Each of us has a place to plot our individual views of how society should be organized. Ask:

  1. Do you wish society prioritized order and a productive place for all citizens above individuality?
  2. Do you wish society was pure and efficient and needs to weed-out unsuccessful people?
  3. Do you wish there was complete personal freedom as long as property was respected by all?
  4. Do you wish for complete personal freedom as long as power was equal for all?

Within these extremes, most of us find some middle ground. Most of us have compromise positions within a variety of extremes, not just two in the standard left versus right polarity. It is these places of partial commonalities that political compromises will be reached.

In the interest of full disclosure, I am a liberal progressive. I believe in large amounts of civil liberties and help for the poor. I am willing to sacrifice some efficiency and order for these larger goals. Absolute equality is too lofty a goal, but we should strive for it. Property should be respected, but to a point. People and their well being and rights must come first for me. I am increasingly to the left of the country as a whole, but my views have not changed much. Instead, the country’s leadership has been moving to the right.
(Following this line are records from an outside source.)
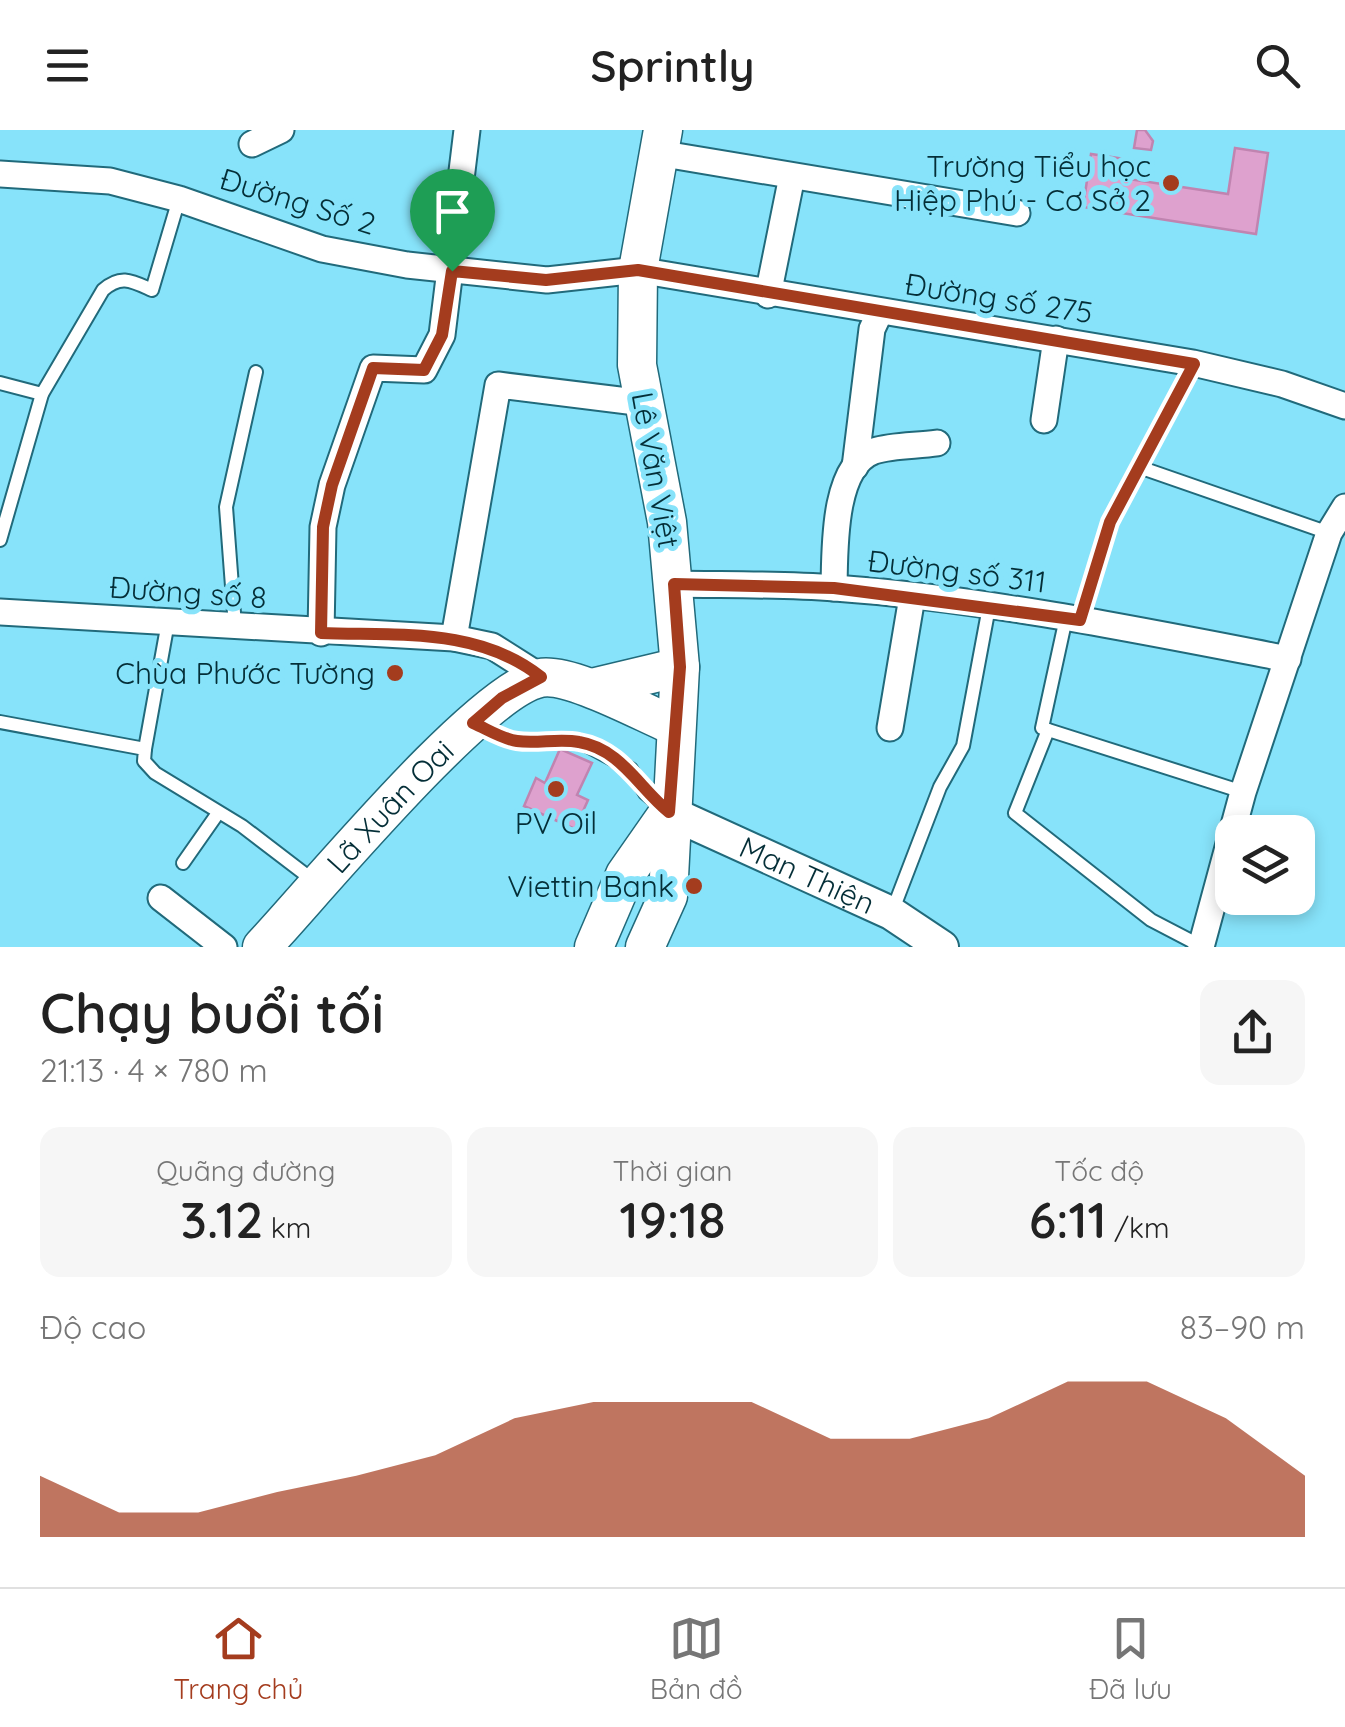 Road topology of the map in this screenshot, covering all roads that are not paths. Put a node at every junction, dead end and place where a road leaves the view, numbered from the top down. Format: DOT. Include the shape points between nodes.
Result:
graph roads {
  1 [pos="281,130"];
  2 [pos="467,130"];
  3 [pos="660,142"];
  4 [pos="252,144"];
  5 [pos="0,174"];
  6 [pos="790,186"];
  7 [pos="179,199"];
  8 [pos="1016,213"];
  9 [pos="638,270"];
  10 [pos="452,271"];
  11 [pos="768,295"];
  12 [pos="880,312"];
  13 [pos="1056,339"];
  14 [pos="1194,364"];
  15 [pos="256,372"];
  16 [pos="0,383"];
  17 [pos="42,394"];
  18 [pos="644,403"];
  19 [pos="1345,406"];
  20 [pos="1044,420"];
  21 [pos="937,443"];
  22 [pos="854,467"];
  23 [pos="1139,467"];
  24 [pos="1345,507"];
  25 [pos="1329,533"];
  26 [pos="0,540"];
  27 [pos="674,584"];
  28 [pos="834,588"];
  29 [pos="912,597"];
  30 [pos="988,607"];
  31 [pos="0,612"];
  32 [pos="1073,619"];
  33 [pos="168,622"];
  34 [pos="235,628"];
  35 [pos="321,633"];
  36 [pos="454,638"];
  37 [pos="1288,659"];
  38 [pos="680,667"];
  39 [pos="541,677"];
  40 [pos="592,688"];
  41 [pos="0,722"];
  42 [pos="473,723"];
  43 [pos="675,726"];
  44 [pos="890,728"];
  45 [pos="1045,729"];
  46 [pos="146,750"];
  47 [pos="1243,792"];
  48 [pos="669,812"];
  49 [pos="218,813"];
  50 [pos="184,863"];
  51 [pos="316,883"];
  52 [pos="161,898"];
  53 [pos="891,913"];
  54 [pos="268,945"];
  55 [pos="1201,946"];
  56 [pos="224,947"];
  57 [pos="594,947"];
  58 [pos="645,947"];
  59 [pos="942,947"];
  1 -- 4 [label="street"];
  2 -- 10 [label="street"];
  3 -- 8 [label="street"];
  3 -- 9 [label="main road, Lê Văn Việt"];
  5 -- 7 [label="street, Đường Số 2" via="110,180"];
  6 -- 11 [label="street"];
  7 -- 10 [label="street, Đường Số 2" via="322,249"];
  7 -- 17 [label="lane" via="152,290 114,279"];
  9 -- 10 [label="street, Đường Số 2" via="546,280"];
  9 -- 11 [label="street, Đường số 275"];
  9 -- 18 [label="main road, Lê Văn Việt" via="637,365"];
  10 -- 35 [label="street" via="442,335 424,370 373,368 323,527"];
  11 -- 12 [label="street, Đường số 275"];
  12 -- 13 [label="street, Đường số 275"];
  12 -- 22 [label="street" via="872,329"];
  13 -- 14 [label="street, Đường số 275"];
  13 -- 20 [label="street"];
  14 -- 19 [label="street, Đường số 275"];
  14 -- 23 [label="lane"];
  15 -- 34 [label="lane" via="226,507"];
  16 -- 17 [label="lane"];
  17 -- 26 [label="lane"];
  18 -- 27 [label="main road, Lê Văn Việt"];
  18 -- 36 [label="street" via="498,384"];
  21 -- 22 [label="street" via="873,451"];
  22 -- 28 [label="street" via="836,531"];
  23 -- 25 [label="lane"];
  23 -- 32 [label="lane"];
  24 -- 25 [label="street"];
  25 -- 37 [label="street"];
  27 -- 28 [label="street, Đường số 311"];
  27 -- 38 [label="main road, Lê Văn Việt"];
  28 -- 29 [label="street, Đường số 311"];
  29 -- 30 [label="street, Đường số 311"];
  29 -- 44 [label="street"];
  30 -- 32 [label="street, Đường số 311"];
  30 -- 53 [label="lane" via="963,746"];
  31 -- 33 [label="street, Đường số 8"];
  32 -- 37 [label="street, Đường số 311"];
  32 -- 45 [label="lane"];
  33 -- 34 [label="street, Đường số 8"];
  33 -- 46 [label="lane"];
  34 -- 35 [label="street, Đường số 8"];
  35 -- 36 [label="street, Đường số 8"];
  36 -- 39 [label="street, Đường số 8" via="492,646"];
  37 -- 47 [label="street"];
  38 -- 40 [label="main road"];
  38 -- 43 [label="main road, Lê Văn Việt"];
  39 -- 40 [label="main road"];
  39 -- 42 [label="main road, Lã Xuân Oai"];
  40 -- 43 [label="main road"];
  41 -- 46 [label="lane"];
  42 -- 48 [label="lane" via="514,741 580,742 612,756"];
  42 -- 51 [label="main road, Lã Xuân Oai"];
  43 -- 48 [label="main road, Lê Văn Việt"];
  45 -- 47 [label="lane"];
  45 -- 55 [label="lane" via="1015,813 1150,920"];
  46 -- 49 [label="lane" via="144,761 155,772"];
  47 -- 55 [label="street"];
  48 -- 53 [label="street, Man Thiện"];
  48 -- 57 [label="main road" via="625,874"];
  48 -- 58 [label="main road, Lê Văn Việt" via="668,896"];
  49 -- 50 [label="lane"];
  49 -- 51 [label="lane"];
  51 -- 54 [label="main road, Lã Xuân Oai"];
  52 -- 56 [label="street"];
  53 -- 59 [label="street, Man Thiện"];
}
It can be argued that the US Constitution distributes power downward. Where government power exists, it is splintered for checks and balances. There is freedom to acquire wealth, but the essential problem is that wealth and power are correlated – it’s a cold hard fact. When wealth concentrates, so does power. That concentration weakens the political equality between us that is provided by the Constitution. Slavery is the obvious example of how property rights and personal rights have clashed, and one can easily make a strong argument that the KKK was a fascist movement.

Photo by Nicole Desautels Schulte

The more I see the flag and the cross projected simultaneously with discussions of the primacy of property rights, and the lack of concern for helping the poor and the weak, the more worried I become. The more I see that we have the most guns per capita, the most people in the criminal justice system, one of the highest concentrations of wealth, more talk about ignoring science in favor of dogma, etc., the more worried I become. I see huge attacks on unions and on public systems. I see court decisions that claim corporations are people and that money is speech: things that stratify people further in an already hyper stratified system. I see internal surveillance increasing. I see education being de-funded and voting more restricted and less transparent. Information is more centralized by a few large corporations. Corporations were designed to insulate personal wealth from business failure and are a product of government. Now, these entities are put ahead of government in a strange twist of logic.
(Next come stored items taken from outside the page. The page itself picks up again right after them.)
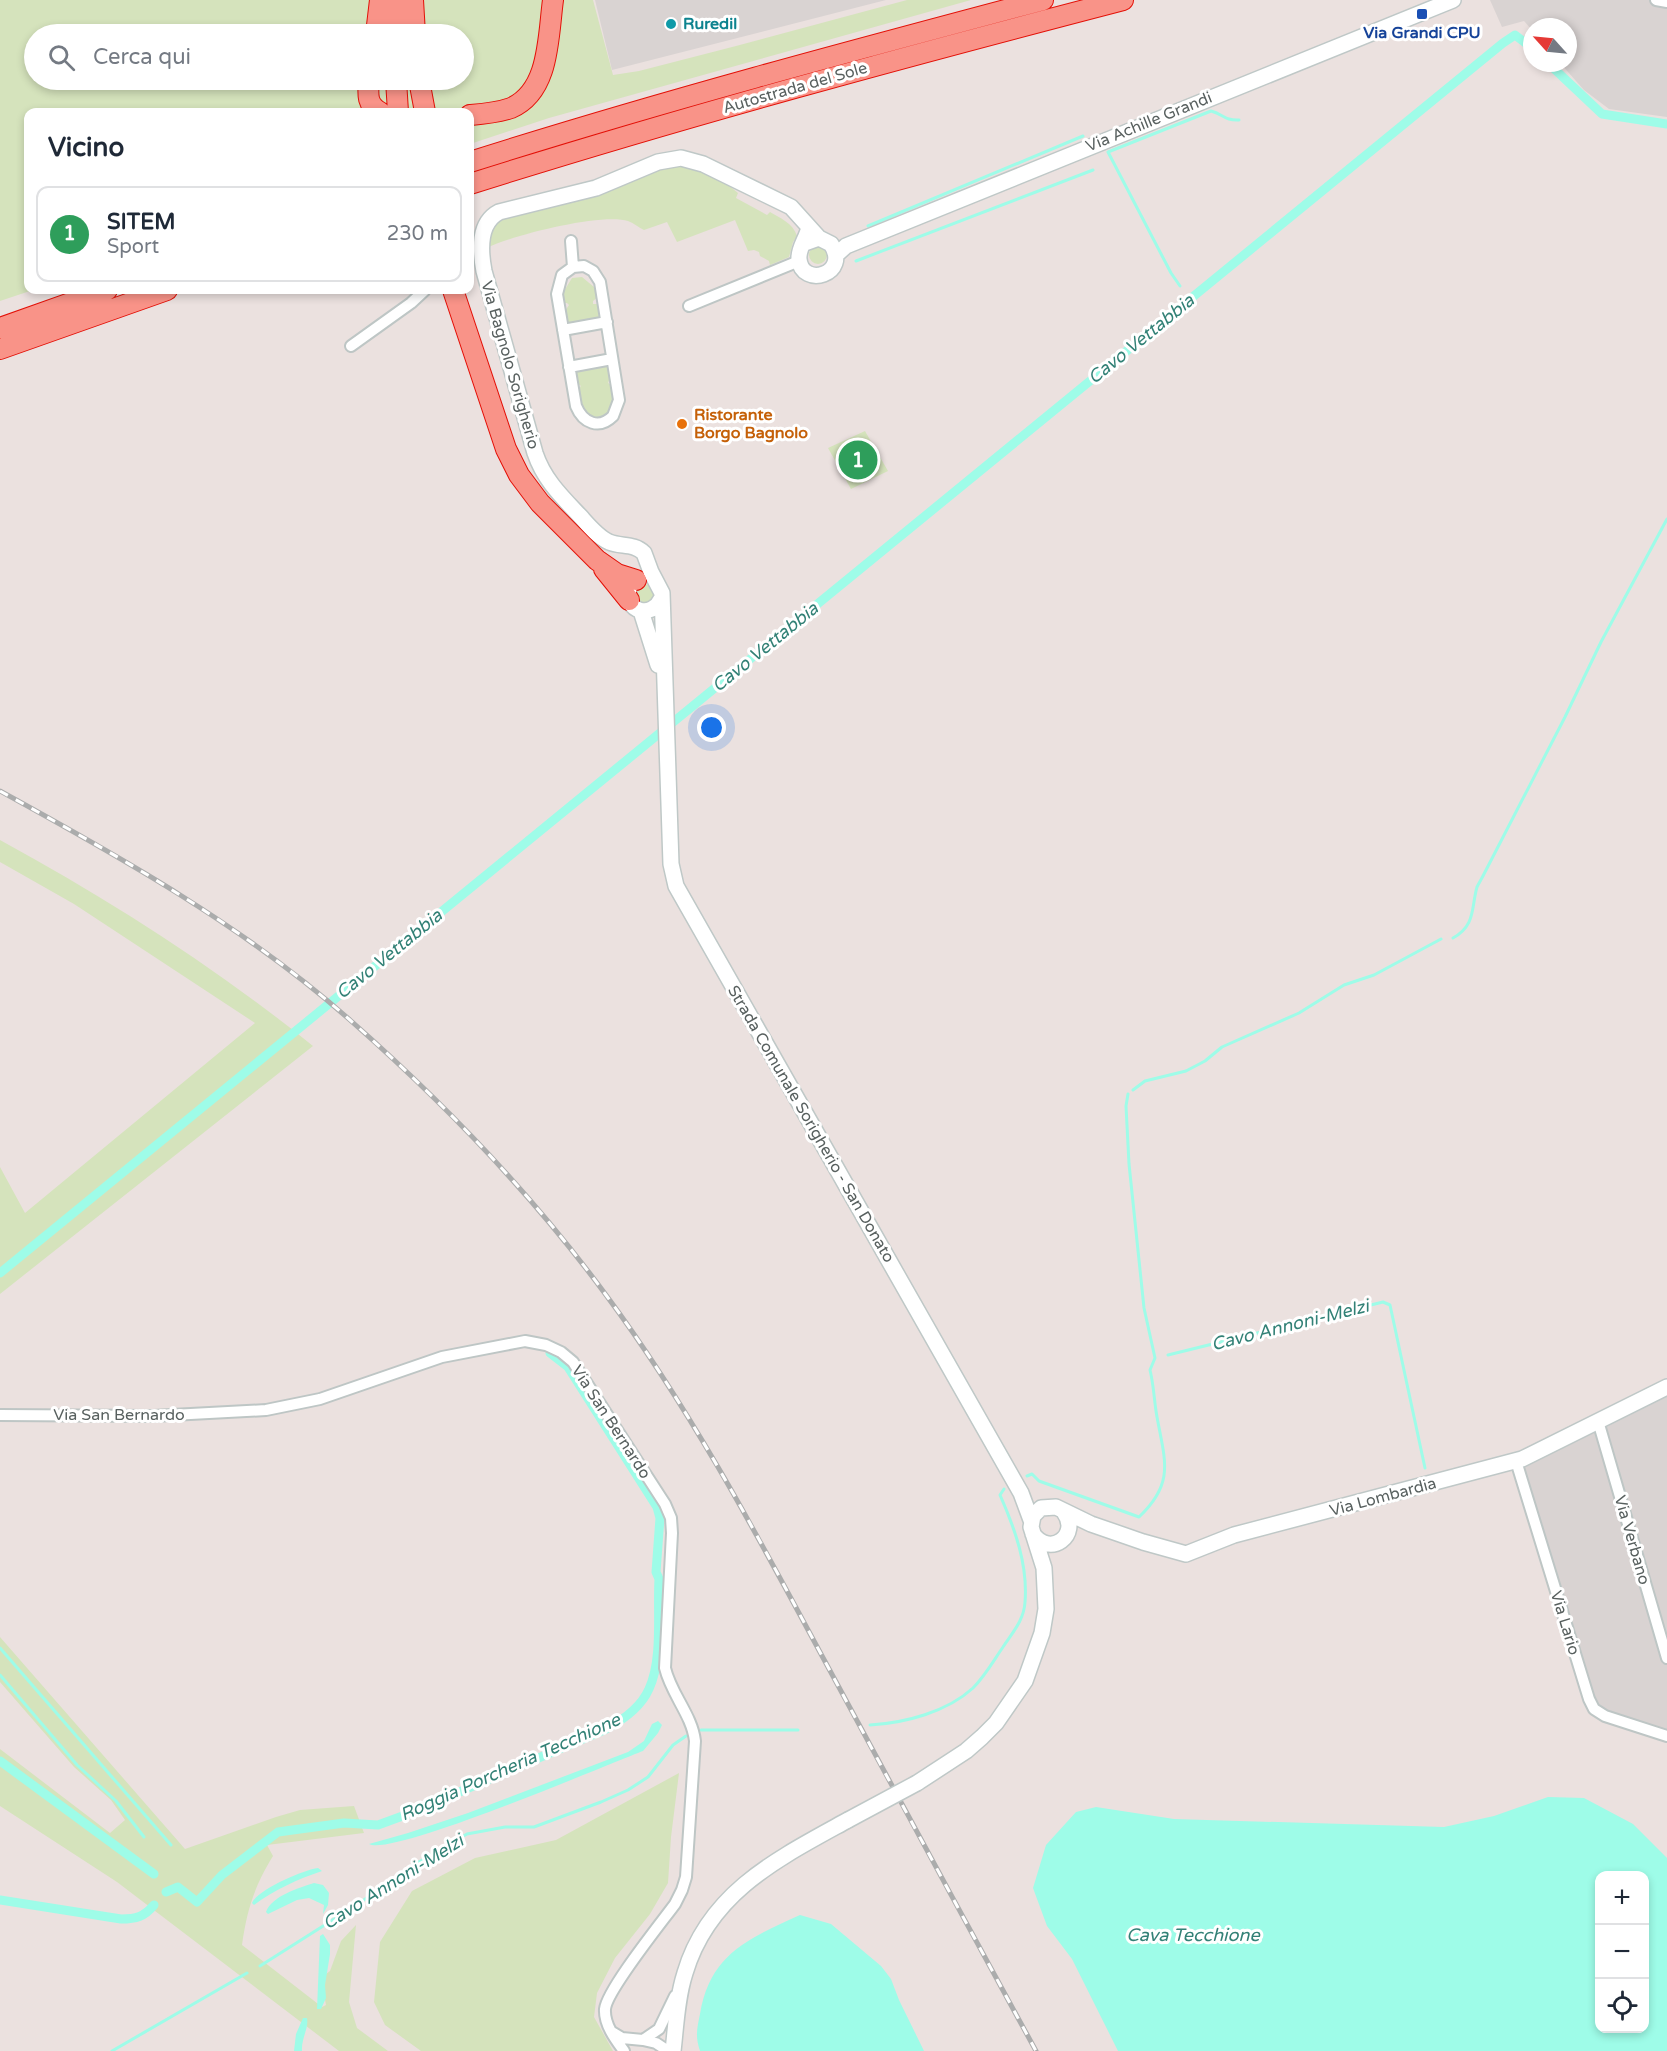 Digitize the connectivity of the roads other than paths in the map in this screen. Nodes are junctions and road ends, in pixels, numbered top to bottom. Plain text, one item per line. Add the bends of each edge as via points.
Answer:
1 (381, 0) edge
2 (398, 0) edge
3 (413, 0) edge
4 (553, 0) edge
5 (1043, 0) edge
6 (1123, 0) edge
7 (1453, 0) edge
8 (1656, 0) edge
9 (1667, 2) edge
10 (377, 24) edge
11 (397, 24) edge
12 (415, 24) edge
13 (368, 90) edge
14 (397, 90) edge
15 (421, 90) edge
16 (374, 108) edge
17 (398, 108) edge
18 (423, 108) edge
19 (474, 115) edge
20 (474, 161) edge
21 (474, 183) edge
22 (571, 241) dead end
23 (828, 242) junction
24 (475, 255) edge
25 (799, 261) junction
26 (573, 267) junction
27 (96, 294) edge
28 (155, 294) edge
29 (421, 294) edge
30 (454, 294) edge
31 (689, 306) dead end
32 (607, 322) junction
33 (0, 328) edge
34 (563, 330) junction
35 (351, 346) dead end
36 (0, 349) edge
37 (612, 359) junction
38 (569, 367) junction
39 (597, 560) junction
40 (643, 580) junction
41 (661, 598) junction
42 (635, 605) junction
43 (664, 690) junction
44 (1667, 1387) edge
45 (0, 1415) edge
46 (1598, 1421) junction
47 (1515, 1461) junction
48 (1064, 1512) junction
49 (1035, 1521) junction
50 (1091, 1524) junction
51 (1069, 1528) junction
52 (1052, 1544) junction
53 (1044, 1568) junction
54 (1667, 1658) edge
55 (1667, 1736) edge
56 (684, 1976) junction
57 (611, 2031) junction
58 (643, 2040) junction
59 (624, 2051) edge
60 (670, 2051) edge

1 - 10 highway
2 - 11 highway
3 - 12 highway
4 - 19 highway via 536,84 512,107
5 - 20 highway, Autostrada del Sole via 802,63
6 - 21 highway, Autostrada del Sole via 792,88
7 - 23 street, Via Achille Grandi
8 - 9 street
13 - 16 highway via 368,100
14 - 17 highway
15 - 18 highway
22 - 26 street
23 - 24 street, Via Bagnolo Sorigherio via 791,207 693,160 670,159 596,188 499,212 483,230
23 - 25 street via 814,238 804,243
23 - 25 street via 833,267 824,275 806,272
24 - 40 street, Via Bagnolo Sorigherio via 484,271 542,471 556,491 608,542 638,548 644,553
25 - 31 street
26 - 32 street via 589,268 598,278
26 - 34 street via 562,275 558,285
27 - 33 highway
28 - 36 highway
29 - 35 street
30 - 39 highway via 512,463 540,503
32 - 34 street
32 - 37 street
34 - 38 street
37 - 38 street
37 - 38 street via 618,405 610,419 600,424 588,422 579,414
39 - 40 highway via 617,574
39 - 42 highway
40 - 41 street via 660,587
40 - 42 street via 628,590
41 - 42 street via 651,610
41 - 43 street
42 - 43 street via 656,654
43 - 49 street, Strada Comunale Sorigherio - San Donato via 671,864 676,886
44 - 46 street, Via Lombardia
45 - 57 street, Via San Bernardo via 153,1416 266,1410 320,1398 442,1357 525,1341 546,1345 573,1362 671,1518 665,1668 695,1741 686,1877 675,1904 609,1996 605,2012
46 - 47 street, Via Lombardia
46 - 54 street, Via Verbano
47 - 50 street, Via Lombardia via 1234,1535 1186,1554
47 - 55 street, Via Lario via 1594,1709
48 - 49 street via 1053,1506
48 - 50 street, Via Lombardia
48 - 51 street
49 - 52 street via 1041,1542
49 - 53 street
50 - 51 street, Via Lombardia
51 - 52 street via 1063,1539
52 - 53 street
53 - 56 street, bridge via 1044,1619 1034,1659 1025,1681 996,1723 966,1751 917,1783 787,1854 740,1887 703,1931
56 - 58 street via 659,2029
56 - 60 street
57 - 58 street via 622,2038
57 - 59 street, Via San Bernardo
58 - 60 street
Beware: this country has a huge capacity to become very fascist. All that is missing, heaven forbid, is a very large economic and social disruption, a crisis that requires that emergency measures be put in place. Before this would ever happen, it is up to every one of us to reach across to other people. Progressives absolutely need to be proud of their place on the political space pictured above and be willing to engage the right wing in any discussion. Do not let anyone propagandize you that we are too far to the left. What country are we to the left of?

The USA should obviously move leftward now, back to the middle where it was and where it belongs.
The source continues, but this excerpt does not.